In the data below, find each line carrying the string "West" and copy it out.

Stored dataset items
------------------------------------------------------------------------

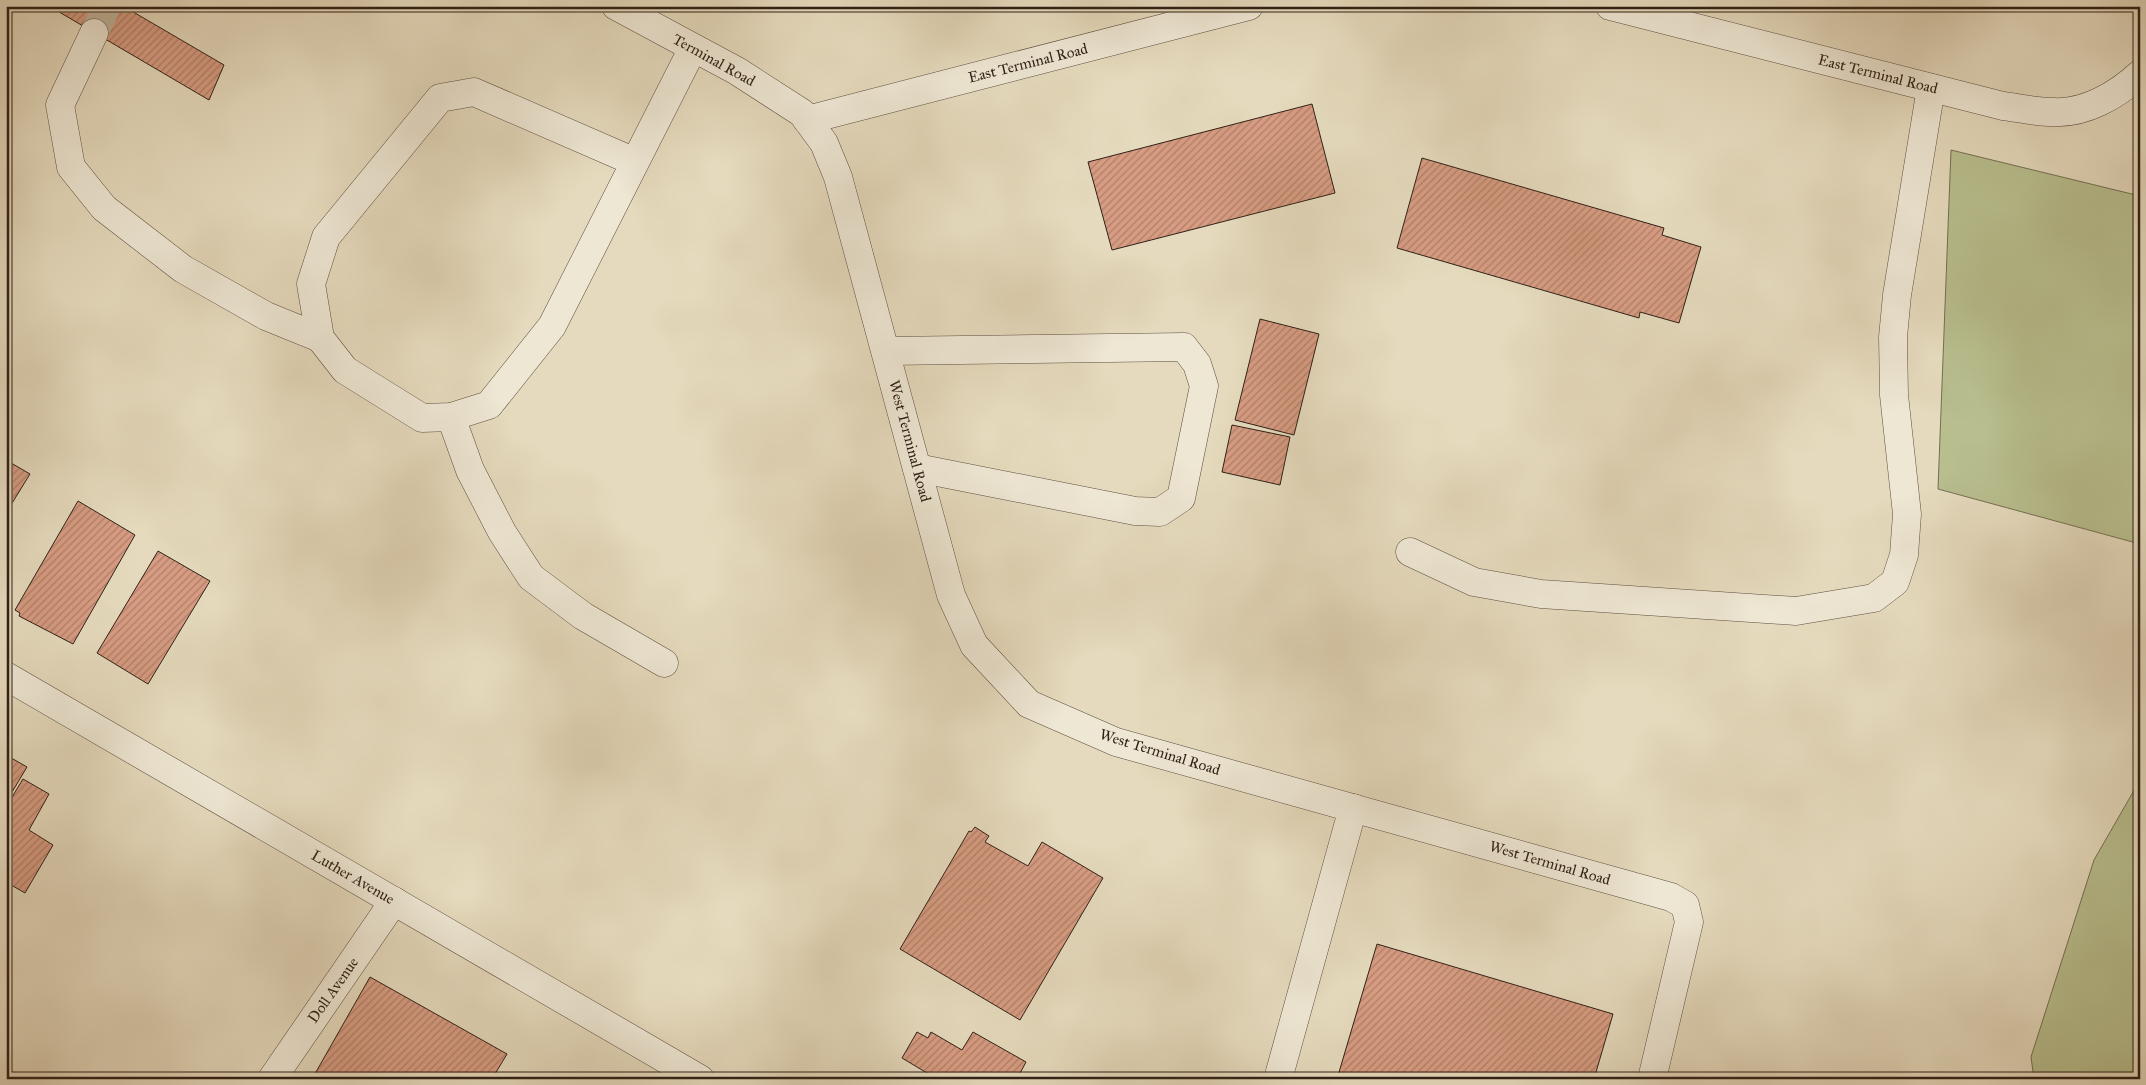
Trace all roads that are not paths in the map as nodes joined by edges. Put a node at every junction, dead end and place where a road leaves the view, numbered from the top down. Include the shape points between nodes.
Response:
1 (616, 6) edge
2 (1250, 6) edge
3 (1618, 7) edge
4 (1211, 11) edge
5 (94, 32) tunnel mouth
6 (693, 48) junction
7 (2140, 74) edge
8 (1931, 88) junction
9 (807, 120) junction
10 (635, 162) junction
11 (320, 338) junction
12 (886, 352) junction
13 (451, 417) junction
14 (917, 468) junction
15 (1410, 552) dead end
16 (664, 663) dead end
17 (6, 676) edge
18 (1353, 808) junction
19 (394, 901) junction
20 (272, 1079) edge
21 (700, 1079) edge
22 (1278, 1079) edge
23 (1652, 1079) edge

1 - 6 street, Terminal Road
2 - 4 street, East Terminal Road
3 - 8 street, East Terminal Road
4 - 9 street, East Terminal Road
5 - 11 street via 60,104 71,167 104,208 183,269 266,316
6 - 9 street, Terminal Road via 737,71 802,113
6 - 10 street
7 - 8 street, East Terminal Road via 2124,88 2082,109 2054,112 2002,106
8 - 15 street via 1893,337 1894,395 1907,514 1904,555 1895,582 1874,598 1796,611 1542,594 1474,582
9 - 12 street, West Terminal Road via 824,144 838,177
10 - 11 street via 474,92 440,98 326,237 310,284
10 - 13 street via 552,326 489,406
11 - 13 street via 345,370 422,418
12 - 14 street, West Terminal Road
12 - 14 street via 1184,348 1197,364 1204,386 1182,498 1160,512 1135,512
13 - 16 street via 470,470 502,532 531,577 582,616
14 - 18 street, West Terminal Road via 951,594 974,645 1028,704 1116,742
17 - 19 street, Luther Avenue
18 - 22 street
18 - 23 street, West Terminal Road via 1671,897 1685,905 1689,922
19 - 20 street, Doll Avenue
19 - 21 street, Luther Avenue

------------------------------------------------------------------------

Exercise output —
9 - 12 street, West Terminal Road via 824,144 838,177
12 - 14 street, West Terminal Road
14 - 18 street, West Terminal Road via 951,594 974,645 1028,704 1116,742
18 - 23 street, West Terminal Road via 1671,897 1685,905 1689,922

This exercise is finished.